Crit* B Honey Cachaça
by Tiana Spellman on 04/23/2012 | 5 Minute Read
‘B’ is a new premium Cachaça, a popular Brazilian liquor made from fermented sugarcane juice, that has been infused with honey and lime.
The brand, co-founded by Formula 1 driver Nelson Piquet Jr., commissioned Raimundo Favacho and Patricia Ebner of San Francisco based advertising agency Pereira & O’Dell to develop a packaging solution, based around a ‘sting shot’ theme, that would deliver a sophisticated and elegant brand experience right through to consumption.
“Elegantly dressed in yellow and black stripes, the hexagon-shaped box doubles as a reusable isothermal cooler, keeping the remarkable bottle of B Honey Cachaca at the perfect drinking temperature for up to three hours.”“The box has a sleek matte finish and embossed with the B logo. The Special Edition B-Hive Chillbox was designed to stand out on its own, chilling the cachaca at VIP tables or as an eye-catching gift for the high-end party crasher. The striking simplicity of the packaging has attracted consumers throughout Brazil. This success has lead the brand's owners, including Formula One race-car drive Nelson Piquet Jr., to a United States launch in Q4 of 2012 with a clear path to additional countries. The B straw with B tag is designed to transfer B honey cachaca from the glass to the mouth in the most visually striking way possible.
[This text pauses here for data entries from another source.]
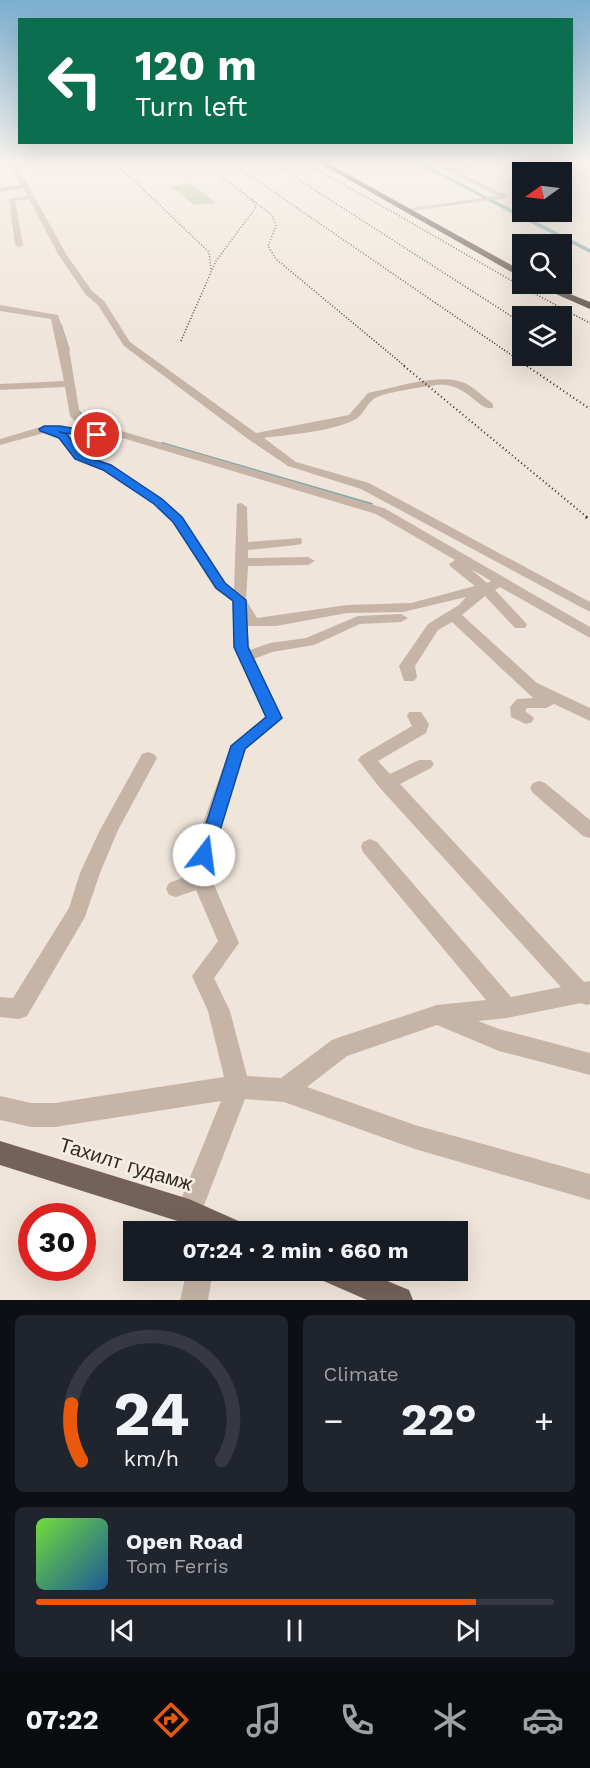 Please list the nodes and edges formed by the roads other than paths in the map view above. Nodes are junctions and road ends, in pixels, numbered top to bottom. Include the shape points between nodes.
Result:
1 (15, 221) edge
2 (44, 221) edge
3 (426, 221) edge
4 (430, 221) edge
5 (19, 245) dead end
6 (512, 268) edge
7 (512, 268) edge
8 (564, 294) edge
9 (568, 294) edge
10 (0, 302) edge
11 (16, 304) dead end
12 (590, 304) edge
13 (0, 308) edge
14 (12, 317) dead end
15 (0, 318) edge
16 (68, 384) junction
17 (0, 387) edge
18 (489, 406) dead end
19 (44, 429) junction
20 (252, 437) junction
21 (0, 442) edge
22 (241, 507) dead end
23 (296, 541) dead end
24 (242, 547) junction
25 (308, 561) dead end
26 (242, 562) junction
27 (501, 581) junction
28 (486, 590) junction
29 (239, 600) junction
30 (412, 607) junction
31 (590, 608) edge
32 (454, 614) junction
33 (520, 625) dead end
34 (590, 633) edge
35 (245, 657) junction
36 (410, 677) dead end
37 (534, 687) junction
38 (590, 715) edge
39 (415, 716) dead end
40 (526, 718) dead end
41 (148, 758) dead end
42 (425, 764) dead end
43 (386, 783) junction
44 (539, 788) dead end
45 (590, 831) edge
46 (369, 847) dead end
47 (200, 873) junction
48 (176, 889) dead end
49 (586, 993) edge
50 (0, 1007) edge
51 (507, 1008) junction
52 (437, 1015) junction
53 (590, 1064) edge
54 (238, 1087) junction
55 (284, 1090) junction
56 (0, 1108) edge
57 (0, 1153) edge
58 (590, 1187) edge
59 (202, 1221) edge
60 (198, 1281) edge
61 (354, 1281) edge
62 (194, 1300) edge
63 (399, 1300) edge

1 - 5 street
2 - 20 street via 62,254 127,344
3 - 6 highway
4 - 7 highway
8 - 12 highway
9 - 12 highway
10 - 11 street
13 - 16 street via 55,317
14 - 15 street
16 - 17 street
16 - 27 street via 75,416 83,423 380,511
18 - 20 street via 466,387 438,382 372,395 353,417 338,422
19 - 21 street
19 - 28 street via 97,435 221,468 374,516 461,567
19 - 29 street via 63,436 79,457 107,468 158,501 191,537 220,586
20 - 31 street via 292,464 365,486
22 - 24 street
23 - 24 street
24 - 26 street
25 - 26 street
26 - 29 street
27 - 28 street
27 - 34 street
28 - 30 street via 455,593
28 - 32 street
28 - 33 street
29 - 30 street via 252,623 346,609
29 - 35 street
30 - 35 street via 414,614 358,620 309,642 270,648
32 - 36 street via 429,634 407,666
32 - 37 street via 466,631
35 - 47 street via 274,718 239,746 214,817
37 - 38 street
37 - 40 street via 546,703 523,703 518,713
39 - 43 street via 420,729 367,760
41 - 50 street via 109,830 78,911 19,1009
42 - 43 street
43 - 49 street
44 - 45 street
46 - 51 street
47 - 48 street via 192,883
47 - 54 street via 229,943 203,976 219,1011
49 - 51 street
51 - 52 street
52 - 53 street via 500,1040
52 - 55 street via 340,1048
54 - 55 street
54 - 56 street via 55,1115 31,1115
54 - 59 street
55 - 58 street via 415,1137
57 - 59 main road, Тахилт гудамж
60 - 62 street
61 - 63 main road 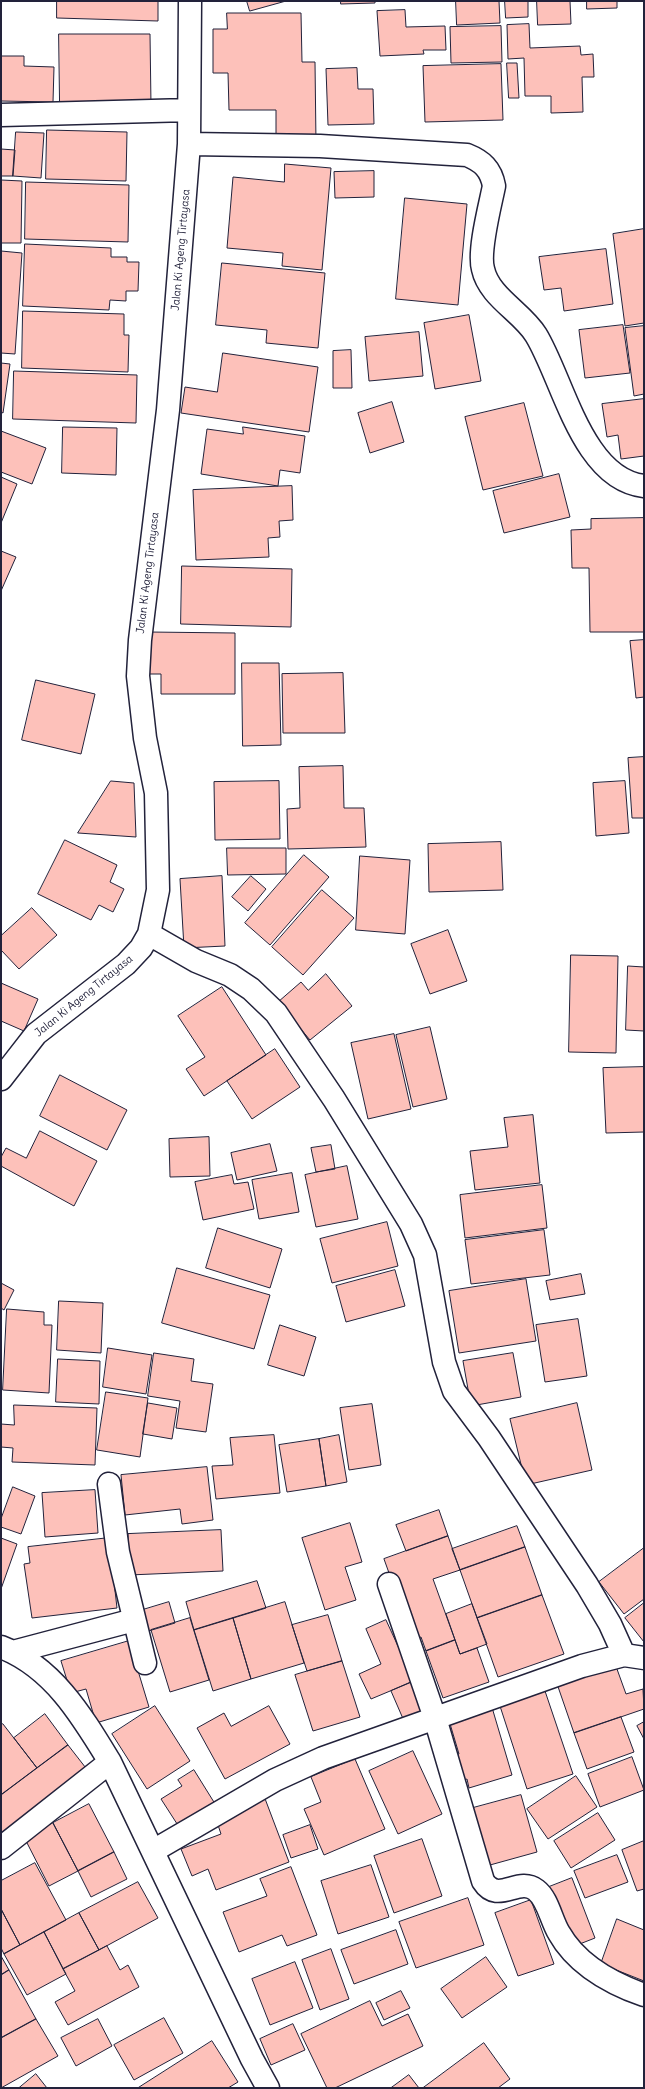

A promotional gift that turns the B logo into fashion.”
The exterior case’s bold and unrestrained black and yellow colour palette is pretty clear in its reference to bees and although not elegant or fashionable it covers a lovely extruded structural solution that takes the hexagonal graphic device, common to honey products, and gives it a fresh three dimensional spin. Its dual functionality, coated metal finish and hazard-like composition of colour, resonates well with the industrious and practical disposition of hive activity and introduces a sense of high-quality in its structural and machined sensibilities. The more organic nature of the symbol embossed across the top surface juxtaposes the geometry of the case and successfully compounds the attributes of a bee, honey and honey dipper without coming across as too contrived.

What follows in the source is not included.